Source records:
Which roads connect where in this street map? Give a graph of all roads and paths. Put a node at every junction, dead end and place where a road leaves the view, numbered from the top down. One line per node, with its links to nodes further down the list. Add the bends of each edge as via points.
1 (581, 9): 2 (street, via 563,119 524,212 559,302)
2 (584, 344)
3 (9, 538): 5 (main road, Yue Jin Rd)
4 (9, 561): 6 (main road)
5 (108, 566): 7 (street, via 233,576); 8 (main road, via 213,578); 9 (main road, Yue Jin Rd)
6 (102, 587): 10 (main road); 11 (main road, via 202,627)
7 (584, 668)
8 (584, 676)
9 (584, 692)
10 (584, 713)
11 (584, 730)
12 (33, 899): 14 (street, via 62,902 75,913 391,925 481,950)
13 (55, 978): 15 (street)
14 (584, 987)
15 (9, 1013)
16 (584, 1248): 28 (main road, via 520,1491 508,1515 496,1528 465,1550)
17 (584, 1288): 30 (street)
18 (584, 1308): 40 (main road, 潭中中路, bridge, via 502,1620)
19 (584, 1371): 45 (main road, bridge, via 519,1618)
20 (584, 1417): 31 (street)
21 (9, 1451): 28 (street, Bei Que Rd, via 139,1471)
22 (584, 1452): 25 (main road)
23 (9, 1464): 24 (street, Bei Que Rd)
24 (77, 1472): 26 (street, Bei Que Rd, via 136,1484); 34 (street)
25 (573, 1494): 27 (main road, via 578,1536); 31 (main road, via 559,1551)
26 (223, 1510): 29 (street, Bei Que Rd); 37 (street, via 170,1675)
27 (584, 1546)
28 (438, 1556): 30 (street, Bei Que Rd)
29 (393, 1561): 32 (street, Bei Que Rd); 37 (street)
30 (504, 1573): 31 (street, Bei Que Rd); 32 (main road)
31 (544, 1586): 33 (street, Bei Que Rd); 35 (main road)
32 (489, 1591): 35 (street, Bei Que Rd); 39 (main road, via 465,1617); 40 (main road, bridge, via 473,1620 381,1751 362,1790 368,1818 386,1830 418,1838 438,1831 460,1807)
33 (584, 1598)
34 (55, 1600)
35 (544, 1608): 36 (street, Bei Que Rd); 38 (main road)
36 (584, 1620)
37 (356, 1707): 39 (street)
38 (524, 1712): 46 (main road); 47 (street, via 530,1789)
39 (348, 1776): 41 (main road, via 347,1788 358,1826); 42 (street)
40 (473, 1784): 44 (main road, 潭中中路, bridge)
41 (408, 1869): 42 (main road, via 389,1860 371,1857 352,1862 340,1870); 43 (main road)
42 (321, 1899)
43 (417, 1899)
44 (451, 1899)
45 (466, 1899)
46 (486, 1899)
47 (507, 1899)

ABOUT THIS TASK: Retype the records above in full. Every word should match.

EXERCISE ANSWER:
Which roads connect where in this street map? Give a graph of all roads and paths. Put a node at every junction, dead end and place where a road leaves the view, numbered from the top down. One line per node, with its links to nodes further down the list. Add the bends of each edge as via points.
1 (581, 9): 2 (street, via 563,119 524,212 559,302)
2 (584, 344)
3 (9, 538): 5 (main road, Yue Jin Rd)
4 (9, 561): 6 (main road)
5 (108, 566): 7 (street, via 233,576); 8 (main road, via 213,578); 9 (main road, Yue Jin Rd)
6 (102, 587): 10 (main road); 11 (main road, via 202,627)
7 (584, 668)
8 (584, 676)
9 (584, 692)
10 (584, 713)
11 (584, 730)
12 (33, 899): 14 (street, via 62,902 75,913 391,925 481,950)
13 (55, 978): 15 (street)
14 (584, 987)
15 (9, 1013)
16 (584, 1248): 28 (main road, via 520,1491 508,1515 496,1528 465,1550)
17 (584, 1288): 30 (street)
18 (584, 1308): 40 (main road, 潭中中路, bridge, via 502,1620)
19 (584, 1371): 45 (main road, bridge, via 519,1618)
20 (584, 1417): 31 (street)
21 (9, 1451): 28 (street, Bei Que Rd, via 139,1471)
22 (584, 1452): 25 (main road)
23 (9, 1464): 24 (street, Bei Que Rd)
24 (77, 1472): 26 (street, Bei Que Rd, via 136,1484); 34 (street)
25 (573, 1494): 27 (main road, via 578,1536); 31 (main road, via 559,1551)
26 (223, 1510): 29 (street, Bei Que Rd); 37 (street, via 170,1675)
27 (584, 1546)
28 (438, 1556): 30 (street, Bei Que Rd)
29 (393, 1561): 32 (street, Bei Que Rd); 37 (street)
30 (504, 1573): 31 (street, Bei Que Rd); 32 (main road)
31 (544, 1586): 33 (street, Bei Que Rd); 35 (main road)
32 (489, 1591): 35 (street, Bei Que Rd); 39 (main road, via 465,1617); 40 (main road, bridge, via 473,1620 381,1751 362,1790 368,1818 386,1830 418,1838 438,1831 460,1807)
33 (584, 1598)
34 (55, 1600)
35 (544, 1608): 36 (street, Bei Que Rd); 38 (main road)
36 (584, 1620)
37 (356, 1707): 39 (street)
38 (524, 1712): 46 (main road); 47 (street, via 530,1789)
39 (348, 1776): 41 (main road, via 347,1788 358,1826); 42 (street)
40 (473, 1784): 44 (main road, 潭中中路, bridge)
41 (408, 1869): 42 (main road, via 389,1860 371,1857 352,1862 340,1870); 43 (main road)
42 (321, 1899)
43 (417, 1899)
44 (451, 1899)
45 (466, 1899)
46 (486, 1899)
47 (507, 1899)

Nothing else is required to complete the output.